BTW Levering schoolgebouwen wel of geen economische activiteit?
Actualiteit | 16 juni 2017
Uitgelicht
In 2004 sluiten de gemeente Zwijndrecht en drie onderwijsinstellingen een samenwerkingsovereenkomst af waarin is bepaald dat een stichting zal worden opgericht aan wie de gemeente een lesgebouw zal gaan verkopen. Het gebouw wordt gesplitst in appartementsrechten en in 2007 en 2008 worden de appartementsrechten geleverd voor een vergoeding van in totaal € 4 miljoen excl. btw. De stichtingskosten van het gebouw bedragen € 16 miljoen excl. btw. De inspecteur heeft de btw die de gemeente in 2004 in aftrekk heeft gebracht gecorrigeerd door het opleggen van een naheffingsaanslag. Het bezwaar tegen deze naheffingsaanslag is afgewezen. Rechtbank Den Haag heeft in eerste aanleg geoordeeld dat de gemeente recht heeft op btw-aftrek.
In hoger beroep oordeelt Hof Den Haag dat de levering van de appartementsrechten weliswaar een prestatie tegen vergoeding is, maar dat de gemeente met de leveringen van de appartementsrechten toch geen economische activiteit heeft verricht. Hiervoor acht het hof van belang dat niet is gebleken dat de gemeente voor de verkoop van het gebouw actief stappen (zoals het gebruik van marketing) heeft ondernomen door middelen in te zetten die vergelijkbaar zijn met die welke een fabrikant, handelaar of dienstverrichter aanwendt. Daarnaast geldt dat de gemeente de verplichting heeft om (tot een bepaald plafond) de huisvesting voor het voortgezet onderwijs om niet ter beschikking te stellen.

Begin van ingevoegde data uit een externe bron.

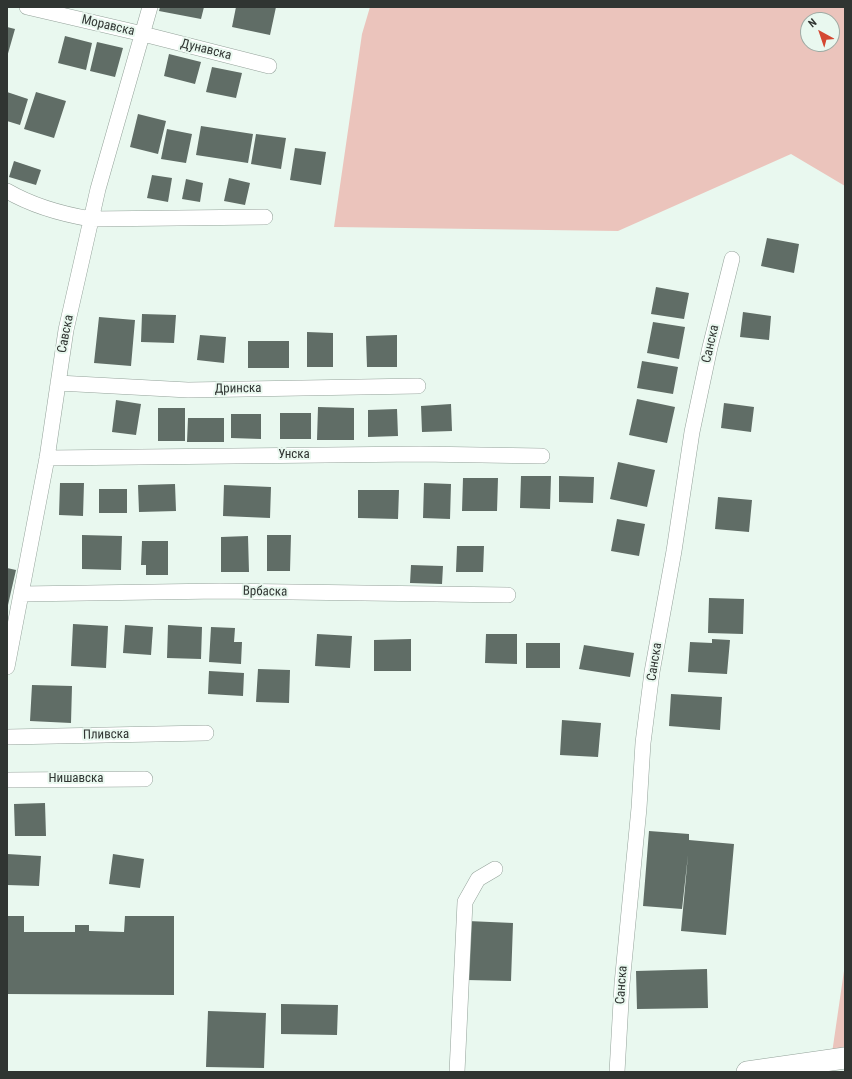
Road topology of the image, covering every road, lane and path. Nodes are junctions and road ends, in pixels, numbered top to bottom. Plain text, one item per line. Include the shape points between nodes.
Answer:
1 (27, 7) edge
2 (150, 7) edge
3 (143, 34) junction
4 (269, 66) dead end
5 (7, 191) edge
6 (265, 217) dead end
7 (91, 219) junction
8 (732, 259) dead end
9 (58, 383) junction
10 (418, 386) dead end
11 (542, 456) dead end
12 (47, 458) junction
13 (21, 594) junction
14 (508, 595) dead end
15 (7, 667) edge
16 (206, 733) dead end
17 (7, 737) edge
18 (145, 779) dead end
19 (7, 780) edge
20 (495, 869) dead end
21 (845, 1058) edge
22 (760, 1071) edge
23 (457, 1072) edge
24 (617, 1072) edge

1 - 3 street, Моравска
2 - 3 street, Савска
3 - 4 street, Дунавска
3 - 7 street, Савска
5 - 7 street via 49,210
6 - 7 street
7 - 9 street, Савска via 66,330
8 - 24 street, Санска via 692,432 652,672 643,742
9 - 10 street, Дринска via 188,390
9 - 12 street, Савска
11 - 12 street, Унска via 420,454
12 - 13 street, Савска
13 - 14 street, Врбаска via 220,591
13 - 15 street, Савска
16 - 17 street, Пливска
18 - 19 street, Нишавска
20 - 23 street via 478,879 465,902
21 - 22 main road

Door de inspecteur is onweersproken gesteld dat de instellingen voor voortgezet onderwijs via de stichting alleen voor het meerwerk betalen. Er is geen sprake van een situatie waarbij vraag en aanbod tegenover elkaar worden gesteld en er vervolgens een prijs wordt bepaald. Het hof oordeelt dat de levering van het gebouw door onafhankelijk van elkaar opererende marktpartijen niet onder dezelfde omstandigheden zal plaatsvinden. Met een willekeurige derde zou de gemeente nimmer een dergelijke verkoopprijs overeenkomen. Het hof oordeelt in deze zaak ook dat de levering van een schoolgebouw geen economische activiteit is en vernietigt de uitspraak van de rechtbank.
Een opvallende uitspraak, omdat de Hoge Raad al in 2015 heeft beslist in de zaak ‘Gemeente Woerden’ dat de levering van een schoolgebouw door die gemeente tegen een lage vergoeding wel een economische activiteit was. Vervolgens is in de zaak ‘Gemeente Borsele’ de vraag opgeroepen of dat oordeel wel juist is geweest. A-G Ettema heeft daarbij de Hoge Raad geadviseerd terug te komen van zijn oordeel in de zaak Gemeente Woerden en het cassatieberoep van de staatssecretaris van Financiën alsnog gegrond te verklaren. Inmiddels heeft echter de Hoge Raad in de zaak Woerden beslist dat de gemeente Woerden volledig recht op btw-aftrek heeft bij levering van een gebouw, mede bestemd voor scholen, aan een stichting.
Belang voor de praktijk
De vrees bestond dat de Hoge Raad in de zaak Gemeente Woerden een halt zou toegeroepen aan de scholenconstructies door gemeenten. Nu dat niet is gebeurd kunnen partijen nog steeds een beroep doen op de ruimere uitleg van het begrip ‘economische activiteit’. Dat is goed nieuws voor gemeenten en scholen. Aan de hierboven besproken uitspraak van het Hof Den Haag hoeft derhalve niet al teveel gewicht te worden toegekend.